The esteemed Hack and Slash blog has a lot of resources for generating tricks and traps - I've used Courtney's trap generation tables plenty (check out the OSR resources area in his sidebar).  That'd be my first place to help fill out random stockers for tricks and traps.  I had heard someone was putting an index together for the 1d12 guy - The Dungeon Dozen (indeed - there is a fantastic index here).  Are there any other resources you guys like to use for tricks, traps, and specials?
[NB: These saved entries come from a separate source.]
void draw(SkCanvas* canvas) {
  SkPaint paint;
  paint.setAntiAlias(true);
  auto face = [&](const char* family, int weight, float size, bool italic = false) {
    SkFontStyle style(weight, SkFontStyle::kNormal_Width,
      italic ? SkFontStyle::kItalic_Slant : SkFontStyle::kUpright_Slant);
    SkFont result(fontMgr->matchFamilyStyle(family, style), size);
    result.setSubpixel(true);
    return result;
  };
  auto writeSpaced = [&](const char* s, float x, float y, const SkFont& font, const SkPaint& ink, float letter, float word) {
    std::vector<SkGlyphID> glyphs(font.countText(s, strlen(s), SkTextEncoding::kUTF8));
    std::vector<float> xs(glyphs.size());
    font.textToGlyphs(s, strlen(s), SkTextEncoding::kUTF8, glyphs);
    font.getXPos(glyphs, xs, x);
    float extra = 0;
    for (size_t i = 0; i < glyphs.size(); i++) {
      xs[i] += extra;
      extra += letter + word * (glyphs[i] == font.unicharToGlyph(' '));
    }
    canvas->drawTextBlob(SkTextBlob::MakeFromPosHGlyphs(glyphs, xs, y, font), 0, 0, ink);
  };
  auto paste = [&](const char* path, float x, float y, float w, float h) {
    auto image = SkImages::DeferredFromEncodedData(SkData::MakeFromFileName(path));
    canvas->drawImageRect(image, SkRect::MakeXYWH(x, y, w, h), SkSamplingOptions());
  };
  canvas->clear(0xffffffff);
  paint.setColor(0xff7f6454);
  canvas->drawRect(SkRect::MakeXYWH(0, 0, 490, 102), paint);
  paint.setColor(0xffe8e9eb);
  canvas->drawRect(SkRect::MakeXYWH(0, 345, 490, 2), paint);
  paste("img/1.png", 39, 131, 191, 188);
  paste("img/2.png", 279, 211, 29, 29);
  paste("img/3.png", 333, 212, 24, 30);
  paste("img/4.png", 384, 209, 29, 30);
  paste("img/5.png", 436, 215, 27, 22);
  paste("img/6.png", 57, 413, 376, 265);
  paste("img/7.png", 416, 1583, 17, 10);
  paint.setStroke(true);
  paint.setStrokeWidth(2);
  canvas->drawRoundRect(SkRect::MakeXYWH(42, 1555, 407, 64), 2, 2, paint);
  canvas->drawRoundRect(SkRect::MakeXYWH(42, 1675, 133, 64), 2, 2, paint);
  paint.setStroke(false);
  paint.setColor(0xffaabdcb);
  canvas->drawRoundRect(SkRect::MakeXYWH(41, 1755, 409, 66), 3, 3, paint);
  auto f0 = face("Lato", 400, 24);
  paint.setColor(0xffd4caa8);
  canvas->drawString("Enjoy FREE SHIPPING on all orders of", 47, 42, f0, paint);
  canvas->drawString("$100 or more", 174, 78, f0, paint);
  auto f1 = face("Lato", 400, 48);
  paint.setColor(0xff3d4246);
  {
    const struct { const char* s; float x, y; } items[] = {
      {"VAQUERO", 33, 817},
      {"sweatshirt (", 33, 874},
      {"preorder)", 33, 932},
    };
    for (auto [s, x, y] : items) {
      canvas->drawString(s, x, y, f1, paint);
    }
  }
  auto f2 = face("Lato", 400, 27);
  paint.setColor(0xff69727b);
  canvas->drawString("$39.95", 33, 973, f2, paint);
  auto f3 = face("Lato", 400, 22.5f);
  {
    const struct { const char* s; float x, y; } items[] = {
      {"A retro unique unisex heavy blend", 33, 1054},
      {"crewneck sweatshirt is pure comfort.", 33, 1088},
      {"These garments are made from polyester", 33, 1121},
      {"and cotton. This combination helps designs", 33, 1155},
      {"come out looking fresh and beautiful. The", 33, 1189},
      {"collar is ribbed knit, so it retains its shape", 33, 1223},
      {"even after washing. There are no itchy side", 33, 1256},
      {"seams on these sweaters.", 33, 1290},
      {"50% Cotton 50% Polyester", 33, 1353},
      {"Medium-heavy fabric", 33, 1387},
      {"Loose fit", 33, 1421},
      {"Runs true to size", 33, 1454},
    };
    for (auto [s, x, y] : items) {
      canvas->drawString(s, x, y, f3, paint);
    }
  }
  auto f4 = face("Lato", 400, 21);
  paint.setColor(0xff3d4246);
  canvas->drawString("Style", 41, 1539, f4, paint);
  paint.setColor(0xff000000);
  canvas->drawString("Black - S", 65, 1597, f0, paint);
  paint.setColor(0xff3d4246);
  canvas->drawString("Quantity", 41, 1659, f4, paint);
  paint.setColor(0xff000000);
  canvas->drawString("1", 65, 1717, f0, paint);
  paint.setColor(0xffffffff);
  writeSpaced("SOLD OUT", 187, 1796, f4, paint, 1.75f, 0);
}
You see where this is going.  Phase 1 of the Anti-Beedo's project is to draw maps - huge maps.  Anti-Beedo starts with the task I usually do dead last.  Phase 2 involves the creation of a giant bestiary, and tables for generating flavorful tricks, traps, and specials.  While I spend my time on "story" and cool encounter ideas, the Anti-Beedo mocks at such efforts this early in the process.  Randomize it up, baby.  Run your crazy dungeon stocker algorithm through dice rolls, Excel, a programming language, whatever.  Voila, you have the barebones for an instant megadungeon.  A gigantic megadungeon.

Phase 3 is actually going through the room by room descriptions and jotting in some brief notes that make sense of it all - incorporating the dungeon's back story, adding motivations or plots to the inhabitants, creating explanations for the placement of lairs, and so forth.  The stuff I usually do first, the Anti-Beedo tackles last.  And instead of jotting idle thoughts in his spare time months in advance, the Anti-Beedo saves it for game prep the week of the game.  He's all about the "just in time preparation".

Up until now, this has been a thought experiment.  Should it go any further?  Could I take one of my ideas and jam it through the Anti-Beedo's madness and see what comes out the other side?  I'm intrigued that the end result is potentially a vast, lightly detailed locale that provides a strong framework for improvisation - but allows the referee to elaborate between sessions.